As a colleague recently pointed out to me, it’s not very helpful to think of atomicity in the abstract, without defining what it is atomic with respect to. If an atomic increment is not atomic with respect to a non-atomic load, then this is problematic. There is a lot of C code that assumes that it can do non-atomic loads and stores of variables and get either the ‘before’ or ‘after’ versions[1], so being able to do an atomic increment but load a value from another thread that is neither the incremented or non-incremented value will cause confusion.
It is far better to simply trap if you can’t do this safely than to subtly break code. There are basically three options here:
- Impose very complex requirements on the hardware that will add cost for little benefit to software.
- Make a small amount of software fail in subtle and very difficult to debug ways.
- Make a small amount of software trap and fail with a useful error message.
My vote would be for the third one. Anyone who really wants to do atomic operations spanning cache lines should wait for the transactional memory extension and use that.
David
[1] Yes, this is undefined behaviour in C. If you can find one nontrivial C program that doesn’t rely on undefined behaviour and is not seL4, then I’ll accept this as a counter argument.
--
You received this message because you are subscribed to the Google Groups "RISC-V ISA Dev" group.
To unsubscribe from this group and stop receiving emails from it, send an email to isa-dev+u...@groups.riscv.org.
To post to this group, send email to isa...@groups.riscv.org.
Visit this group at https://groups.google.com/a/groups.riscv.org/group/isa-dev/.
To view this discussion on the web visit https://groups.google.com/a/groups.riscv.org/d/msgid/isa-dev/7555A963-A12D-42E0-A36D-CA21AE7B48E9%40cl.cam.ac.uk.
It is far better to simply trap if you can’t do this safely than to subtly break code. There are basically three options here:
- Impose very complex requirements on the hardware that will add cost for little benefit to software.
- Make a small amount of software fail in subtle and very difficult to debug ways.
- Make a small amount of software trap and fail with a useful error message.Door #3 remains our proposal for the standard Unix-like platforms.
Jose Renau wrote:
> X86 supports misaligned and ARMv8 recently changed (8.4) the spec to
> support misaligned.
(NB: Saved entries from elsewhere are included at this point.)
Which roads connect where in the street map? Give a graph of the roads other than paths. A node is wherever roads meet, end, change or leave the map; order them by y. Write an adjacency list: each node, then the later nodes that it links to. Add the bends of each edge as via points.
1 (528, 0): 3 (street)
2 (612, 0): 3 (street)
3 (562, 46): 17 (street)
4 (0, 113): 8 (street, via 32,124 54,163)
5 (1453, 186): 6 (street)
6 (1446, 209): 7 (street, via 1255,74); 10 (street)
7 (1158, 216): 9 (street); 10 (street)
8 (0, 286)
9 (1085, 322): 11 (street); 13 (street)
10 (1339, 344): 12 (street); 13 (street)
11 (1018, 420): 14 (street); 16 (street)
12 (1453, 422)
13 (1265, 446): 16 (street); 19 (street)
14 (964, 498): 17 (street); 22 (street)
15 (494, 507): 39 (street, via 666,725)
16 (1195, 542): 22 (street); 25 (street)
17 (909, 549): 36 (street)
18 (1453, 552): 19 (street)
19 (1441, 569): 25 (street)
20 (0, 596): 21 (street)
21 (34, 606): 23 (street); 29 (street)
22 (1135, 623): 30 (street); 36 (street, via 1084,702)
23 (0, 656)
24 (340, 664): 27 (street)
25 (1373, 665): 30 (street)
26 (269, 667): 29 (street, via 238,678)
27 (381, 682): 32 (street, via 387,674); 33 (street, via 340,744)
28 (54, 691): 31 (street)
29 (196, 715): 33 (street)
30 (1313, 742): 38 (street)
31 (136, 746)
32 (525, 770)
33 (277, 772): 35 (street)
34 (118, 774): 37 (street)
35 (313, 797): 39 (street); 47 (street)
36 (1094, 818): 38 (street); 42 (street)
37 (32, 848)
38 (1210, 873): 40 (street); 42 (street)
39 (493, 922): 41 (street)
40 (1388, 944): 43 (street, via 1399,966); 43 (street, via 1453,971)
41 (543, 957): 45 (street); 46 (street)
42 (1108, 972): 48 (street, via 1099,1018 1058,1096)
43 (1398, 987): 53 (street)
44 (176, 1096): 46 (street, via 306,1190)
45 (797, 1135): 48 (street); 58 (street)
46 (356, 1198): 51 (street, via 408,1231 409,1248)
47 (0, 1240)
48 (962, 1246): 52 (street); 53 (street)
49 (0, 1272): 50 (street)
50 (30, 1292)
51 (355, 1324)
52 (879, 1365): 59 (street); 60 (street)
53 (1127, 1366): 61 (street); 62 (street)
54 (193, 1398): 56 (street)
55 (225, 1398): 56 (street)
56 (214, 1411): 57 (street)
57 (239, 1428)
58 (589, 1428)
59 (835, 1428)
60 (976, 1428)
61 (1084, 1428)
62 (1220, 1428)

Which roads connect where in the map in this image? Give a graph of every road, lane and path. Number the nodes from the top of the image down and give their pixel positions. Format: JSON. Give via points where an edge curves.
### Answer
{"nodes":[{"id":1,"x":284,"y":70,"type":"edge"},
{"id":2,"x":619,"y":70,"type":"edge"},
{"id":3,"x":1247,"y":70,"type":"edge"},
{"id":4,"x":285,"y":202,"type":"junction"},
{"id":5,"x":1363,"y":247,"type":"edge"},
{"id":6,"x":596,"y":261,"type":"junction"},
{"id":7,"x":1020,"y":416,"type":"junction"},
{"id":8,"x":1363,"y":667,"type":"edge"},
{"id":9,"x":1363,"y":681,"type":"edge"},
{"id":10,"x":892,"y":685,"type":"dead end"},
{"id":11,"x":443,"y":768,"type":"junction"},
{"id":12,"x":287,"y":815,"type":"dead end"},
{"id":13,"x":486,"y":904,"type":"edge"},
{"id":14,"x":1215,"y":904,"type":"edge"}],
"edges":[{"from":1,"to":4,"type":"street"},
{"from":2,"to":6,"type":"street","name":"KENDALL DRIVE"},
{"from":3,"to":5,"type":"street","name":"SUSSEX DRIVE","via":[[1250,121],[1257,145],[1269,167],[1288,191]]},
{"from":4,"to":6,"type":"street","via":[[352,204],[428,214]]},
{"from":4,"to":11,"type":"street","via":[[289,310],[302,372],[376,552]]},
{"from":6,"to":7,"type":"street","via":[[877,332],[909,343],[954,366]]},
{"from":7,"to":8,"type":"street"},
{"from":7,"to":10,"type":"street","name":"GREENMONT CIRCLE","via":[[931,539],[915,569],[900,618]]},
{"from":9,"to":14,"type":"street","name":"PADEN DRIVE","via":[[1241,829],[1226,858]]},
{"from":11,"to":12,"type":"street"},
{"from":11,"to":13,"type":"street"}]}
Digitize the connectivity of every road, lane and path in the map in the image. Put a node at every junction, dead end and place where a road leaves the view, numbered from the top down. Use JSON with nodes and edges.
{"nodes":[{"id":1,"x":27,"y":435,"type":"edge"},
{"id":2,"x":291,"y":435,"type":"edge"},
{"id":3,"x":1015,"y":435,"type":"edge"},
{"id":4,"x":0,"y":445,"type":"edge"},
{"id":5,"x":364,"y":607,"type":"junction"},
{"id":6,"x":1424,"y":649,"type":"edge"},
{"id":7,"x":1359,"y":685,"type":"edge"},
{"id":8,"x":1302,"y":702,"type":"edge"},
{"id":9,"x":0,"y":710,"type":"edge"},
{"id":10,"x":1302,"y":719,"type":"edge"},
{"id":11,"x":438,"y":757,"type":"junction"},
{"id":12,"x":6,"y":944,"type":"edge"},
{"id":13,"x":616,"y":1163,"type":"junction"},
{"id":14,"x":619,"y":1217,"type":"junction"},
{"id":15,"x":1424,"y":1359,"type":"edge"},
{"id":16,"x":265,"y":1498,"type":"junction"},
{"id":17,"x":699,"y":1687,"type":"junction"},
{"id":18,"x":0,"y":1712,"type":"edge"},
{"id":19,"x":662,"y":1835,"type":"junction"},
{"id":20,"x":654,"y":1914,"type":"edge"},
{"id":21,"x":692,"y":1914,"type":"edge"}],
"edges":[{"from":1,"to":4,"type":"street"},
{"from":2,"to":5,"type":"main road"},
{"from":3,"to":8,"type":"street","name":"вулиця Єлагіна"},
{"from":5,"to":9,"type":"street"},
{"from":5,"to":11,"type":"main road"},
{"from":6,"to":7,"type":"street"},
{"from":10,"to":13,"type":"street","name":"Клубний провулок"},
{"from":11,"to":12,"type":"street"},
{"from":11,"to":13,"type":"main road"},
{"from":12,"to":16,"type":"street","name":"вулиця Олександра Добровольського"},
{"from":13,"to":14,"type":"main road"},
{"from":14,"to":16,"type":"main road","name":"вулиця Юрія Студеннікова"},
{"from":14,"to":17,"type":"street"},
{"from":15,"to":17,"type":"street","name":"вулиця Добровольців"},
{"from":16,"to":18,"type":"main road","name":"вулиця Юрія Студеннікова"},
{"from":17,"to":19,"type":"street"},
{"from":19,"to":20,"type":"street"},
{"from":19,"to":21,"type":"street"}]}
Before 8.4, the spec said exception. The fact that
> they changed
> and that there are some apps around there is a strong hint that we
> should provide some way to support it because apps need it.
We had a way to support misaligned AMO: the misaligned AMO trap can be
delegated to the supervisor. No program truly needs misaligned AMOs --
synchronization variables can always be aligned by simply inserting
padding. Find a counterexample to that before saying "apps need it".
Lazy developers may *like* misaligned AMOs, but apps do not *need*
misaligned AMOs and the current wording removes an option for efficient
handling of ordinary unaligned load/store that many programs actually do
need for hot code paths that must process packed structures such as
network packet headers. Efficient hardware support for unaligned load
replaces a seven instruction sequence: adjust pointer, aligned load,
shift, mask, second aligned load, mask, OR. Trapping to the monitor is
much slower, but that gives an incentive to develop hardware that can
handle (most) unaligned accesses, while leaving the tough edge cases
(like spanning pages) for the monitor to handle.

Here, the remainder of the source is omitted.